By this point, I hadn’t realized that the shots had died out and there were no more Bane filing out of the building. There were eighty-one bodies lying before us.
“You okay?” Avian asked, nudging me in the arm with his elbow.
“Yeah,” I said, snapping out of it. “We good to go in now?” I asked Dr. Evans.
“If you’re sure you drew all of them out,” he replied.
I nodded. “I’m sure.” I walked toward the building and the rest of the team followed me.
We carefully stepped around the bodies and toward the front doors. Sparing just a moment to take a deep breath, I crossed the threshold.
We entered into a simple lobby. There was one solid wall that was completely white and rose to the height of two stories. In big, blue letters, there were the words NOVATOR BIOTICS. In front of that was a desk. To one side of the desk, there was a hall that stretched back as far as I could see. On the other side of the desk there were two sets of elevators. And tucked way back in the corner was a door with a sign for stairs.
Bill swore, sweeping the space with his rifle, even though I knew it would be clear. “This place gives me the creeps.”
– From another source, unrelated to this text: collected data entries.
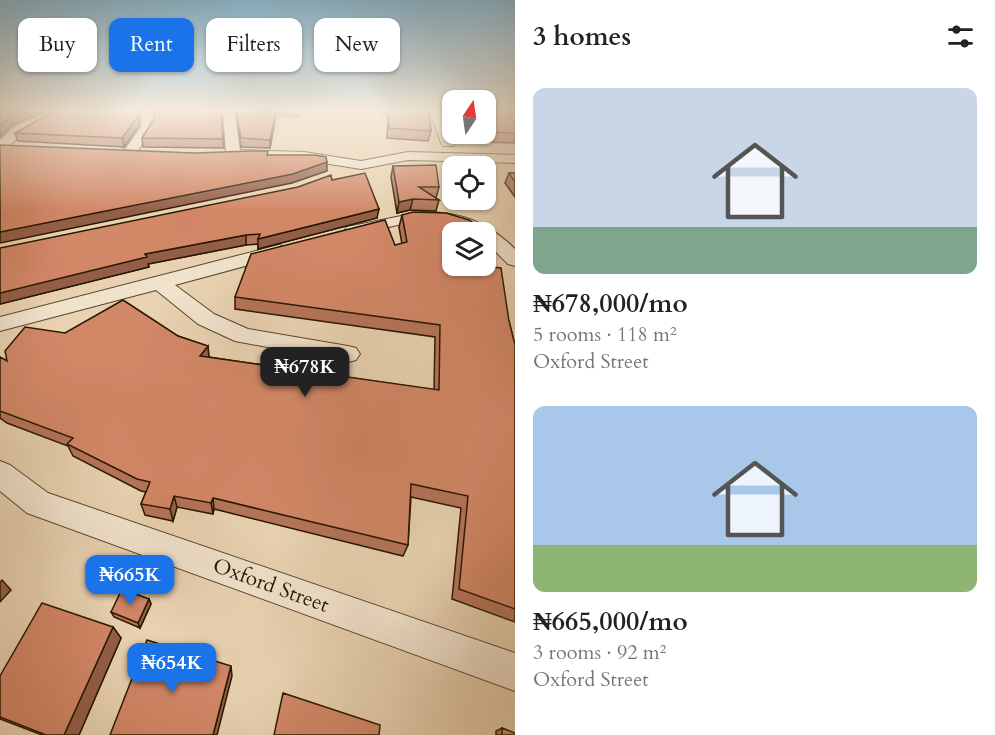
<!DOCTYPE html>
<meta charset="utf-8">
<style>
body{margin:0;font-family:Cardo,serif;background:#f2f2f2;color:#222;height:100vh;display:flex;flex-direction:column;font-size:22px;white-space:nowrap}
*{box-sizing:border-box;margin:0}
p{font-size:20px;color:#767676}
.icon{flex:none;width:33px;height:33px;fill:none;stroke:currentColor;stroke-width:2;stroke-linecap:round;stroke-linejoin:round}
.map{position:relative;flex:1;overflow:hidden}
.panel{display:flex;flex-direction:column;background:#fff;width:480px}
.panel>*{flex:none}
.guide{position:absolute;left:18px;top:18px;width:406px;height:54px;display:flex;gap:12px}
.needle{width:39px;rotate:13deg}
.fabs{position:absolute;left:442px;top:90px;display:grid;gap:12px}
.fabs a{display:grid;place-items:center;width:54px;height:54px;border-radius:12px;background:#fff;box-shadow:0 2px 4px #0004;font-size:30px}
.price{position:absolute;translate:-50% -51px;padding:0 14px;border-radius:12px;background:#1a73e8;color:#fff;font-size:20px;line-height:39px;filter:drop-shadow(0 2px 3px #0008)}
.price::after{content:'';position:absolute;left:50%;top:36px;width:18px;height:14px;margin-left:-9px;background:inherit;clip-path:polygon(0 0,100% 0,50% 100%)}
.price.current{background:#222;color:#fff}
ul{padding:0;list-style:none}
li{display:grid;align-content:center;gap:12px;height:318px;padding:0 18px}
li span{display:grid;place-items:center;height:186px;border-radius:12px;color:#555}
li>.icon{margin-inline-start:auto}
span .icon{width:108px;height:108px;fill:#fffc;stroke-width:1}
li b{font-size:26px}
h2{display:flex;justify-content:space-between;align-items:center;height:72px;padding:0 18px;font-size:26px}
.chip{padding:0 21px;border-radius:12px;background:#fff;box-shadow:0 2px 4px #0004;font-size:21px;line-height:54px}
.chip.current{background:#1a73e8;color:#fff}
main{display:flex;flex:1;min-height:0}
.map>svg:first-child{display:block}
</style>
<main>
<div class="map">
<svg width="515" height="735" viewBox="0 0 515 735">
<rect width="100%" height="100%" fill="#e9d2b1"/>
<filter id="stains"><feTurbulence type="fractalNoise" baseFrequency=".00333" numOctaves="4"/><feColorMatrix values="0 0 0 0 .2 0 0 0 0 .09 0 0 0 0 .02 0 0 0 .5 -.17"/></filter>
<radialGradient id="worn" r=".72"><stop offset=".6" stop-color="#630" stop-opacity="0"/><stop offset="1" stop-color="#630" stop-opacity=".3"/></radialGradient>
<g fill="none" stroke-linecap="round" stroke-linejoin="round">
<defs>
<path id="street" d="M51 110H66L23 133 5 150 0 151V140L13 127Z
M143 110H155L153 127 135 155H125L123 152 141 127Z
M223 110H235L240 150 304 152 361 161 408 152 515 155V163L408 160 361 169 304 160 233 158 226 154Z
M429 110H441L455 143 453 146H443L441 143Z
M421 212C459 211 488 222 515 249V266L508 264 486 242V232C470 232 457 223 441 222 411 219 381 229 353 236L344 231 347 227Z
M279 245 286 247 288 251 286 255 175 285 214 314 248 329 348 346 356 348 360 354 356 360 348 362 235 341 198 324 156 290 0 331V317Z
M0 461 10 465 48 493 515 653V691L27 513 0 491Z"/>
</defs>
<use href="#street" stroke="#59462d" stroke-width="2"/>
<use href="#street" fill="#f1e2cc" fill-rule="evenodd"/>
</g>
<path fill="#b57459" stroke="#291801" stroke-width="1.5" d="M155 110H225H221L224 148 143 147 142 138 154 119Z
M235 110H300L299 117 276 115 270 148 241 147Z
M380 110H428L431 131 428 141 387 138 388 114 381 113Z
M486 110H515V143L480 142 475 134H486Z
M139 126 124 147 18 141 15 133Z
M393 166 439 187 436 198H435L439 200 436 211 410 210 397 213 391 177Z
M509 173H515V197L505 183Z
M332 180 377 218 258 249V244L246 245 148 264 149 267 0 304Z
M402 215 453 232 509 321 515 345V622L452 599 461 508 411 497 408 545 403 556 214 509 213 514 177 507 173 521 145 515 141 504 146 492 141 491 73 456 68 446 7 423 0 418V357L7 361 65 333 178 336 208 346 209 357 434 390 435 337 235 309V297L402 244 399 227Z
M149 599 151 604 140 628 114 617 111 612Z
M113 627 121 638 79 735H42L0 719V676Z
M502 728 515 735H496V731Z"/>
<path fill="#935e48" stroke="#291801" stroke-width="1.5" d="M26 110H47L12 125 0 137V126L9 117Z
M139 110H141L139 126 124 147 122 138Z
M276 110V115L270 148V140Z
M327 162V171L292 183 0 243V232Z
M413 199 410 210 397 213 399 202Z
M379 209 377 218 258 249V239Z
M246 235V245L148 264 149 267 0 304V293L145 254Z
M208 346 209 359 200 356Z
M174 496 177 507 173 521 170 509Z
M213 498 214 509 213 514 211 503Z
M2 580 11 590 0 602V582Z
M149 599 151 604 140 628 138 623Z
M113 627 121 638 79 735H64Z
M231 666 232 676 217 735H213Z"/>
<path fill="#d28767" stroke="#291801" stroke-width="1.5" d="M0 110H26L9 117 0 126Z
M56 110H139L137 118 122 138 15 133Z
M155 110H221L223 139 142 138 154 119Z
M236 110H276L270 140 241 138Z
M389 110H428L431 131 389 128Z
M486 110H515V133L486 132Z
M0 145 194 153 251 151H268L267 155H315L326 157 327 162 293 174 0 232Z
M436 165 439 187H419L439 200 413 199 399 202 393 166Z
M365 173 379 209 258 239 260 234 246 235 145 254 147 257 0 293V248L298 187 331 175 332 180Z
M509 173H515V182Z
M413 212 446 213 469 220 479 227V232H453V266H482L501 268 509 321 515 345V609L459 589 468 496 411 484 408 545 213 498 211 503 174 496 170 509 141 504 150 482 137 479 67 444 73 438 0 411V357L7 361 5 351 25 327 65 333 123 300 178 336 208 346 200 356 439 390 440 325 235 297 251 254 385 220 395 245 407 242 402 215Z
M122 589 149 599 138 623 111 612Z
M42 603 113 627 64 735H46L0 717V676Z
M147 640 231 666 213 735H110Z
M283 693 380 725 379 735H274Z
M502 728 515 733V735H502Z"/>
<linearGradient id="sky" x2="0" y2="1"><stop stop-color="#88b6ce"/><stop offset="0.52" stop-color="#f5ebdc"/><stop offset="1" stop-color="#f5ebdc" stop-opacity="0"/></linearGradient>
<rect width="515" height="212" fill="url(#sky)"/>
<g text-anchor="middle" stroke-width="4.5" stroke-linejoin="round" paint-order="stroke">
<g font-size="21" fill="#291801" stroke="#f1e2cc">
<text transform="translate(271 585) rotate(20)" y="7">Oxford Street</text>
</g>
</g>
<rect width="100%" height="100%" filter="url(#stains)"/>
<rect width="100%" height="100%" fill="url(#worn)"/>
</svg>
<div class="fabs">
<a><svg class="needle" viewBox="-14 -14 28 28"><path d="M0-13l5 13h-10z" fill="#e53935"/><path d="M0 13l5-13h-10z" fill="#767676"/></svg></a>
<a><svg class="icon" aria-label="locate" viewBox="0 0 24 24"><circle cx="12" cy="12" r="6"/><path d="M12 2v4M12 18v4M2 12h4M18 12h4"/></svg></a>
<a><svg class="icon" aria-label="layers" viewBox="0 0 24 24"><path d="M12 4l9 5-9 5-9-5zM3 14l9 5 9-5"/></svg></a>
</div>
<b class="price current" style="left:305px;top:398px">₦678K</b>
<b class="price" style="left:130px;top:606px">₦665K</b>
<b class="price" style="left:172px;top:694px">₦654K</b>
<div class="guide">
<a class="chip">Buy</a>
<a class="chip current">Rent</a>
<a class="chip">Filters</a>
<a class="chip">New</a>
</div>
</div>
<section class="panel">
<h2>3 homes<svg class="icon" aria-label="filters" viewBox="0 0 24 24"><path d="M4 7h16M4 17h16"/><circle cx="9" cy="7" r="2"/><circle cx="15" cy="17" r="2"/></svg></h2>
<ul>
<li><span style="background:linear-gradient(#c9d6e8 75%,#7fa58c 0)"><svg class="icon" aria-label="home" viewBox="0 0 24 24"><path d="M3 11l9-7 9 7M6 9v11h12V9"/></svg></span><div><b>₦678,000/mo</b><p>5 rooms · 118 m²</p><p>Oxford Street</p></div></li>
<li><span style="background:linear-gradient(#a9c7e8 75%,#8fb573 0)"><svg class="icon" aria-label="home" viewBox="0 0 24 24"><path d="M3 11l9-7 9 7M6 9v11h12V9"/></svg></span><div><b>₦665,000/mo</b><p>3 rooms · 92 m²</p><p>Oxford Street</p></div></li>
</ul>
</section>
</main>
I couldn’t help but nod in agreement. It wasn’t just knowing that the end of the world had begun here. It was that there were bullet holes everywhere. There were papers scattered across the floor, traces of glass littered every flat surface. There were dark stains on the floor that could have been nothing but blood.
The chaos that had once taken place was obvious in every square inch of the building.
“Where do we go from here?” I asked.
“The main floor is mostly offices for those who ran the company, meeting rooms,” Dr. Evans said. “The upper level is residential units. Everything of value took place underground.”
“How far down does this place go?” Avian asked as he took the building in.
“Five stories.”
One of the few memories I had recovered surfaced. When I had been kidnapped, they took me outside the building for the first time in my life. The sun had seemed so bright. It was the first time I had ever seen it.